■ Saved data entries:
....................

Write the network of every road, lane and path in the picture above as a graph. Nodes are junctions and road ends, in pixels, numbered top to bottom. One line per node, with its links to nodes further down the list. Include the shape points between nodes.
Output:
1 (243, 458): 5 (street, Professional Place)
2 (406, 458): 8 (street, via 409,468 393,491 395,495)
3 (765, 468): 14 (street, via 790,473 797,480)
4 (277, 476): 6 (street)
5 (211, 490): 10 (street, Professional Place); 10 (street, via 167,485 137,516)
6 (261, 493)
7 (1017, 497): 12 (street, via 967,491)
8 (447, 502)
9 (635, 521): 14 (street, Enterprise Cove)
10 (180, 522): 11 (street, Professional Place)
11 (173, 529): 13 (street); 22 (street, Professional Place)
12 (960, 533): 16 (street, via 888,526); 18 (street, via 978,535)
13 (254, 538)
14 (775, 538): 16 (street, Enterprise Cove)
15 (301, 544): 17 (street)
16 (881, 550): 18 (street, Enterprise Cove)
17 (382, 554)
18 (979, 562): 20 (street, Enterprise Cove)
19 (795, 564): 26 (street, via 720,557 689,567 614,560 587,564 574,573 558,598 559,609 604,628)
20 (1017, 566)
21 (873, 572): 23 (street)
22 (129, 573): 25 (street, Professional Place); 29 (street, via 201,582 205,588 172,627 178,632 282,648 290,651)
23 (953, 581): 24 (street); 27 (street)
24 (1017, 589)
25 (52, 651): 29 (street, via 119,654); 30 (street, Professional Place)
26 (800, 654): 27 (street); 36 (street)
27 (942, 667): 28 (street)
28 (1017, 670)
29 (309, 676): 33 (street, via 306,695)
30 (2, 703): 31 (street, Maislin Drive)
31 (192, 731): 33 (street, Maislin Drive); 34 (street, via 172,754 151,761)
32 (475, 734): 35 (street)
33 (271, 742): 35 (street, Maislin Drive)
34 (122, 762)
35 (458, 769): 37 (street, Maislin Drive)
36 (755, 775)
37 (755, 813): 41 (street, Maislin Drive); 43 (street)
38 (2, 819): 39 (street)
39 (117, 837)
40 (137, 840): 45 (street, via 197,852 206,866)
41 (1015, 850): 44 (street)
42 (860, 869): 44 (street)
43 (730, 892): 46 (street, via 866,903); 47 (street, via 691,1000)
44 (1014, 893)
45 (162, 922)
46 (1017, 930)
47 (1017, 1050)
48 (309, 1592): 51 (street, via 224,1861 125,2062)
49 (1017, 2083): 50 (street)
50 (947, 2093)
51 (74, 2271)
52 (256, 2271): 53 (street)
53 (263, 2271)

....................

Reproduce the data in full, precisely as given.

Write the network of every road, lane and path in the picture above as a graph. Nodes are junctions and road ends, in pixels, numbered top to bottom. One line per node, with its links to nodes further down the list. Include the shape points between nodes.
Output:
1 (243, 458): 5 (street, Professional Place)
2 (406, 458): 8 (street, via 409,468 393,491 395,495)
3 (765, 468): 14 (street, via 790,473 797,480)
4 (277, 476): 6 (street)
5 (211, 490): 10 (street, Professional Place); 10 (street, via 167,485 137,516)
6 (261, 493)
7 (1017, 497): 12 (street, via 967,491)
8 (447, 502)
9 (635, 521): 14 (street, Enterprise Cove)
10 (180, 522): 11 (street, Professional Place)
11 (173, 529): 13 (street); 22 (street, Professional Place)
12 (960, 533): 16 (street, via 888,526); 18 (street, via 978,535)
13 (254, 538)
14 (775, 538): 16 (street, Enterprise Cove)
15 (301, 544): 17 (street)
16 (881, 550): 18 (street, Enterprise Cove)
17 (382, 554)
18 (979, 562): 20 (street, Enterprise Cove)
19 (795, 564): 26 (street, via 720,557 689,567 614,560 587,564 574,573 558,598 559,609 604,628)
20 (1017, 566)
21 (873, 572): 23 (street)
22 (129, 573): 25 (street, Professional Place); 29 (street, via 201,582 205,588 172,627 178,632 282,648 290,651)
23 (953, 581): 24 (street); 27 (street)
24 (1017, 589)
25 (52, 651): 29 (street, via 119,654); 30 (street, Professional Place)
26 (800, 654): 27 (street); 36 (street)
27 (942, 667): 28 (street)
28 (1017, 670)
29 (309, 676): 33 (street, via 306,695)
30 (2, 703): 31 (street, Maislin Drive)
31 (192, 731): 33 (street, Maislin Drive); 34 (street, via 172,754 151,761)
32 (475, 734): 35 (street)
33 (271, 742): 35 (street, Maislin Drive)
34 (122, 762)
35 (458, 769): 37 (street, Maislin Drive)
36 (755, 775)
37 (755, 813): 41 (street, Maislin Drive); 43 (street)
38 (2, 819): 39 (street)
39 (117, 837)
40 (137, 840): 45 (street, via 197,852 206,866)
41 (1015, 850): 44 (street)
42 (860, 869): 44 (street)
43 (730, 892): 46 (street, via 866,903); 47 (street, via 691,1000)
44 (1014, 893)
45 (162, 922)
46 (1017, 930)
47 (1017, 1050)
48 (309, 1592): 51 (street, via 224,1861 125,2062)
49 (1017, 2083): 50 (street)
50 (947, 2093)
51 (74, 2271)
52 (256, 2271): 53 (street)
53 (263, 2271)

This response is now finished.